Top 10 revolutionary scientific theories
8. Oxygen theory of combustion: Antoine Lavoisier, 1770s
Lavoisier did not discover oxygen, but he figured out that it was the gas that combined with substances as they burned. Lavoisier thereby did away with the prevailing phlogiston theory and paved the way for the development of modern chemistry. It was a much safer revolution for Lavoisier than the political one that soon followed in France, so revolutionary that Lavoisier lost his head over it.
7. Plate tectonics: Alfred Wegener, 1912; J. Tuzo Wilson, 1960s
Wegener realized that the continents drifted around as early as 1912. But it wasn’t until the 1960s that scientists put the pieces together in a comprehensive theory of plate tectonics. Wilson, a Canadian geophysicist, was a key contributor of some of the major pieces, while many other researchers also played prominent roles. (Keep in mind that plate tectonics should not be confused with Plates Tectonic, a good name for a revolutionary science-theme restaurant.)
6. Statistical mechanics: James Clerk Maxwell, Ludwig Boltzmann, J. Willard Gibbs, late 19th century
By explaining heat in terms of the statistical behavior of atoms and molecules, statistical mechanics made sense of thermodynamics and also provided strong evidence for the reality of atoms. Besides that, statistical mechanics established the role of probabilistic math in the physical sciences. Modern extensions of statistical mechanics (sometimes now called statistical physics) have been applied to everything from materials science and magnets to traffic jams and voting behavior. And even game theory.
5. Special relativity: Albert Einstein, 1905
In some ways special relativity was not so revolutionary, because it preserved a lot of classical physics. But come on. It merged space with time, matter with energy, made atomic bombs possible and lets you age slower during spaceflight. How revolutionary do you want to get?
4. General relativity: Einstein, 1915
General relativity was much more revolutionary than special relativity, because it ditched Newton’s law of gravity in favor of curved spacetime. And opened scientists’ eyes to the whole history of the expanding universe. And provided science fiction writers with black holes.
3. Quantum theory: Max Planck, Einstein, Niels Bohr, Werner Heisenberg, Erwin Schrödinger, Max Born, Paul Dirac, 1900–1926
Quantum theory ripped the entire fabric of classical physics to shreds, demolished ordinary notions of the nature of reality, screwed up entire philosophies of cause and effect and revealed peculiarities about nature that nobody, no matter how imaginative, could ever have imagined. Seriously, it’s hard to believe it’s only Number 3.

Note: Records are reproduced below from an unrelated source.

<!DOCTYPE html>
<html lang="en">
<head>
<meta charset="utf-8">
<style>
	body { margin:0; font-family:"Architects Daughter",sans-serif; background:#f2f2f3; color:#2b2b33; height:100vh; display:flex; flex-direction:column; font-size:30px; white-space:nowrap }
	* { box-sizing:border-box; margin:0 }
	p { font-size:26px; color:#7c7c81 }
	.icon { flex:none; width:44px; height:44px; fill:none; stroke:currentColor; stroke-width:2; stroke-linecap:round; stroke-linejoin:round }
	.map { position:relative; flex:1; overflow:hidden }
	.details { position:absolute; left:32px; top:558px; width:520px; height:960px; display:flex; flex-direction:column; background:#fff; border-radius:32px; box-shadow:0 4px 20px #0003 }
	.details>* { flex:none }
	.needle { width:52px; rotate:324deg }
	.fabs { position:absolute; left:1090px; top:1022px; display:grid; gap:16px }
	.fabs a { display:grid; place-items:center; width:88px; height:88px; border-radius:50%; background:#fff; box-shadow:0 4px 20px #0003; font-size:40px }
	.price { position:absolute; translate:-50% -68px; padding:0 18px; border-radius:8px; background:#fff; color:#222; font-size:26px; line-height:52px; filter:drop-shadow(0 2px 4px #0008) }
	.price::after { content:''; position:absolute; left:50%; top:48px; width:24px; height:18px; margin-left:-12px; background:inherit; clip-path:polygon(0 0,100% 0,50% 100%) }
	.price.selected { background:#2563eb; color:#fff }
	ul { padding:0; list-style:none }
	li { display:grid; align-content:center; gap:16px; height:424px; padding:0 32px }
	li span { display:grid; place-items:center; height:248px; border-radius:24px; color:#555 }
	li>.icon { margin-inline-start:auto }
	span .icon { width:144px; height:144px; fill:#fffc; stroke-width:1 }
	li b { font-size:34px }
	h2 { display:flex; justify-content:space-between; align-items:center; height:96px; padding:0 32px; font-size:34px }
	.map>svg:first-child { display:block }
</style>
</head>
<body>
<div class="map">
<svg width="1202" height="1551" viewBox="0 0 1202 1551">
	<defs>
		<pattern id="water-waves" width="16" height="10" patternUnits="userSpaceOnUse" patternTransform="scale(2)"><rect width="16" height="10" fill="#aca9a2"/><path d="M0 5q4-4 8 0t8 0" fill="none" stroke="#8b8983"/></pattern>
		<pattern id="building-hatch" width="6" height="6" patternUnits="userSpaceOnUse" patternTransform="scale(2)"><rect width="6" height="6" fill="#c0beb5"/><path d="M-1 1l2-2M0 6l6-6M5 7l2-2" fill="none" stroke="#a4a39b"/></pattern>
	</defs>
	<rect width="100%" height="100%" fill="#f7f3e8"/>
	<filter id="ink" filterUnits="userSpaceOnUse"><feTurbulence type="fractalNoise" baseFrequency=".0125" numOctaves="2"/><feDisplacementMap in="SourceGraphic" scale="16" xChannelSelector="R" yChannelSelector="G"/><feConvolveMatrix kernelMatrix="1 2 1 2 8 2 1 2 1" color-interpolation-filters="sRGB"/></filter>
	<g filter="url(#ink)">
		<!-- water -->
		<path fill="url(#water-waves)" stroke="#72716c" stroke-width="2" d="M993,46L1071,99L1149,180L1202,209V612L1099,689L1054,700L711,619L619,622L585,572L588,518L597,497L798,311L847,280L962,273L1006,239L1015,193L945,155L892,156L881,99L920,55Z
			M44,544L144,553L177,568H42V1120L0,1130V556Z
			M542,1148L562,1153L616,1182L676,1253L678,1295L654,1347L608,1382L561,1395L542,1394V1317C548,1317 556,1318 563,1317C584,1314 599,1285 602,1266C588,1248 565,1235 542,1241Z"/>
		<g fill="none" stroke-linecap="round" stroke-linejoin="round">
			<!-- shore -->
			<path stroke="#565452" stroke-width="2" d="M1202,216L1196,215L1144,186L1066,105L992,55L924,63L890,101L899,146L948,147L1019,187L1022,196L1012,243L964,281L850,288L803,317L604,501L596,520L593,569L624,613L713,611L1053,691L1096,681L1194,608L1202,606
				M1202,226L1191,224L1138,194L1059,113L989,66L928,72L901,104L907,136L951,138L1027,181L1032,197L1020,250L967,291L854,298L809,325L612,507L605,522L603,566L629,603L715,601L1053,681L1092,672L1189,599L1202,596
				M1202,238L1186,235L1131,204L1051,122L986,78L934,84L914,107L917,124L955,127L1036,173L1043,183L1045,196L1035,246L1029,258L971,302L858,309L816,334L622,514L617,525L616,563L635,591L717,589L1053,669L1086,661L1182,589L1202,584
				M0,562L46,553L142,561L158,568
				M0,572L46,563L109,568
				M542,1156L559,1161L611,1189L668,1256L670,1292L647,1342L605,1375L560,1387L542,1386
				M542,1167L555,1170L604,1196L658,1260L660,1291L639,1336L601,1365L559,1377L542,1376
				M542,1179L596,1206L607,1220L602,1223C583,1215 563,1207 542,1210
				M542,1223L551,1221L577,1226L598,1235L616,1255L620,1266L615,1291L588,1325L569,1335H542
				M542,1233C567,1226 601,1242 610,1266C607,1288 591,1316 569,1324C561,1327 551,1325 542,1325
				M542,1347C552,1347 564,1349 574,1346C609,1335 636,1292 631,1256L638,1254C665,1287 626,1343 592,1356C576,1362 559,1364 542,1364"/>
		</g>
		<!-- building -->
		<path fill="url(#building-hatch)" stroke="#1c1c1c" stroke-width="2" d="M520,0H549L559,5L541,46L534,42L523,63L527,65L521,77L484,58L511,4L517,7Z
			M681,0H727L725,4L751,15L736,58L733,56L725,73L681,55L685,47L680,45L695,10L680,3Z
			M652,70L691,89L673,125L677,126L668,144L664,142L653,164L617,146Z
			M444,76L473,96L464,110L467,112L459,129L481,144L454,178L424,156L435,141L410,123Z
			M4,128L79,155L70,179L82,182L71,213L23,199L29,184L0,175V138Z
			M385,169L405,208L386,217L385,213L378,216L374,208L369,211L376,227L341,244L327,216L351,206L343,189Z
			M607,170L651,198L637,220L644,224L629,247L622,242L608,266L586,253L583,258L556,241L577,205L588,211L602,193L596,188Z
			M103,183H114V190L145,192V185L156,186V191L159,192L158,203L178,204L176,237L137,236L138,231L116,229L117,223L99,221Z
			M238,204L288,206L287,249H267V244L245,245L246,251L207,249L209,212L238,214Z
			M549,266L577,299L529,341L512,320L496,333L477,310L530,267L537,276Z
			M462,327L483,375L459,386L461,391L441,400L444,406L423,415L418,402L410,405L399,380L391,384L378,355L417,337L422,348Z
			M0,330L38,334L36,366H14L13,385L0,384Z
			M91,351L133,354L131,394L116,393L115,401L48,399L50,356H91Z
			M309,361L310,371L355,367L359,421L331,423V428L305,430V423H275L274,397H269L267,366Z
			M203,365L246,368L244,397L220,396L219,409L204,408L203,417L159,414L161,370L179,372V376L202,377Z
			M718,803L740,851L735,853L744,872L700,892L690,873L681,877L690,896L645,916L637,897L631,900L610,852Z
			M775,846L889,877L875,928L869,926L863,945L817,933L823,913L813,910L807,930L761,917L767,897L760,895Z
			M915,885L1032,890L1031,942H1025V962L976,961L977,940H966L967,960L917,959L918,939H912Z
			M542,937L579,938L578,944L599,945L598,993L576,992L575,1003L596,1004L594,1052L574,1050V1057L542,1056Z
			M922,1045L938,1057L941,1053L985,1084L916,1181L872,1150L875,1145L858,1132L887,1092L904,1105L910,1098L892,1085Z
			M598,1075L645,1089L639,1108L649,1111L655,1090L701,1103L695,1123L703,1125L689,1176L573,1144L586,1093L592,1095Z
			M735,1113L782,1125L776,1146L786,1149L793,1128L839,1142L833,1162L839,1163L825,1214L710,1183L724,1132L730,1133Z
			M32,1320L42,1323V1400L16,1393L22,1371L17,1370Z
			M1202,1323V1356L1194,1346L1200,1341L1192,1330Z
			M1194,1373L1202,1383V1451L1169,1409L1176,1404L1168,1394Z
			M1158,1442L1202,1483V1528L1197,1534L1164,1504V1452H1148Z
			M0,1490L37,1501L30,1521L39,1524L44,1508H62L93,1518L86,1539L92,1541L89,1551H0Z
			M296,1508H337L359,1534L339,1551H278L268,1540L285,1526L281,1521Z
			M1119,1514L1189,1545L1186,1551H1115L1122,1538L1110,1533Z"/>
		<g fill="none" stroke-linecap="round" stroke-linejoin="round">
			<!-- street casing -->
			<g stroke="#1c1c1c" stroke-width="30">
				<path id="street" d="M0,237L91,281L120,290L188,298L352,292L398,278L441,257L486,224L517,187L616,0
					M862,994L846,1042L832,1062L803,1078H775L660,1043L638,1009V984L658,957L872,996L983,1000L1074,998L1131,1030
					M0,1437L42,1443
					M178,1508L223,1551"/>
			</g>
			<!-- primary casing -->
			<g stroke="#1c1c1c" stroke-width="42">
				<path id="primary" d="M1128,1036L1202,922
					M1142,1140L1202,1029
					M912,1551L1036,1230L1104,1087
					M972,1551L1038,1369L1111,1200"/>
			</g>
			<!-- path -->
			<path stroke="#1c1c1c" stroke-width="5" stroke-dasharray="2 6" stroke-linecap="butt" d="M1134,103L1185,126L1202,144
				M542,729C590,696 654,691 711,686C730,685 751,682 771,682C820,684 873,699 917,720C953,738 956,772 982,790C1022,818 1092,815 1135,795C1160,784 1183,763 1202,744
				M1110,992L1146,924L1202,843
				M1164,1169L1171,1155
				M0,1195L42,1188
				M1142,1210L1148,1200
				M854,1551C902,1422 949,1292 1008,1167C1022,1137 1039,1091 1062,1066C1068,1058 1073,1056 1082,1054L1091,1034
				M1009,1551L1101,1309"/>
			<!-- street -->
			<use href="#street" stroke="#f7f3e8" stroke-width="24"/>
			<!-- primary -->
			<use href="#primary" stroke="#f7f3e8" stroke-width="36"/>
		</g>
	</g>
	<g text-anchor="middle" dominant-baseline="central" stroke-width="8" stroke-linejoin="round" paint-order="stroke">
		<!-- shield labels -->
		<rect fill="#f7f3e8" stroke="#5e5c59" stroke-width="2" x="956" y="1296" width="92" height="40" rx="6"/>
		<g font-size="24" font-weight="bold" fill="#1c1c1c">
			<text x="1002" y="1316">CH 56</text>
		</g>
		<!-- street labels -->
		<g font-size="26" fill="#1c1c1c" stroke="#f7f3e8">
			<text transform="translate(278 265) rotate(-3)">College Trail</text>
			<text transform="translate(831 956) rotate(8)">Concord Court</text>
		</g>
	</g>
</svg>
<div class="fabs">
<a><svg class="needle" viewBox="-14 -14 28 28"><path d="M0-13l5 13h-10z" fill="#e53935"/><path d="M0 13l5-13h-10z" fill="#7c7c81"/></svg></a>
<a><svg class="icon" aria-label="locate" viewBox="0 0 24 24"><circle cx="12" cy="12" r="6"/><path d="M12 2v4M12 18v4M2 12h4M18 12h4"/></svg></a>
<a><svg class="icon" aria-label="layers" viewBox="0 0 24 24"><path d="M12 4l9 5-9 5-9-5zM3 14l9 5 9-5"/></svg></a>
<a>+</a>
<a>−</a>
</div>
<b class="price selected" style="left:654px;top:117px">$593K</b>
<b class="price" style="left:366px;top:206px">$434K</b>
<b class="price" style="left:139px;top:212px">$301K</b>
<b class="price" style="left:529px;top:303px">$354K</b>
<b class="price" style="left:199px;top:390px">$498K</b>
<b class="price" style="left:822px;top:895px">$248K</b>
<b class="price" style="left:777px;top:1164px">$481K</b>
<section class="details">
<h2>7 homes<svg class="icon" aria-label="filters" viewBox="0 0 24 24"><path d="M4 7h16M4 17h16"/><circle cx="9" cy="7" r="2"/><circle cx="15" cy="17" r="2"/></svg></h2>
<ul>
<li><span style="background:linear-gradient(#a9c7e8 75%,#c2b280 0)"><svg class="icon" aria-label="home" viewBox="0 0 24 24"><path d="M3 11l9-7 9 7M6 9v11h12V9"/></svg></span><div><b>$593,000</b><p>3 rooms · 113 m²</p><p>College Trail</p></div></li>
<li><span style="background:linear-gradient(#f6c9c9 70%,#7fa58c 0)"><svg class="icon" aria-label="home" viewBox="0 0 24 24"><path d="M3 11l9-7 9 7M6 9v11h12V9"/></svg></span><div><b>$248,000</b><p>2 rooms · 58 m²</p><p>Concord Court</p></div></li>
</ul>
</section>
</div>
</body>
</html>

2. Evolution by natural selection: Charles Darwin, 1859
Darwin showed that the intricate complexity of life and the intricate relationships among life-forms could emerge and survive from natural processes, with no need for a designer or an ark. He opened the human mind to pursuing natural science unimpaired by supernatural prejudices. His theory was so revolutionary that some people still doubt it. They shouldn’t.
1. Heliocentrism: Copernicus, 1543
One of the greatest insights ever, conceived by some ancient Greeks but established only two millennia later: the Earth revolves around the sun (as do other planets). It’s Number 1 because it was the first. Where did you think word revolutionary came from, anyway? (It was only rarely used to mean what it does today before Copernicus put revolutions in the title of his revolutionary book.)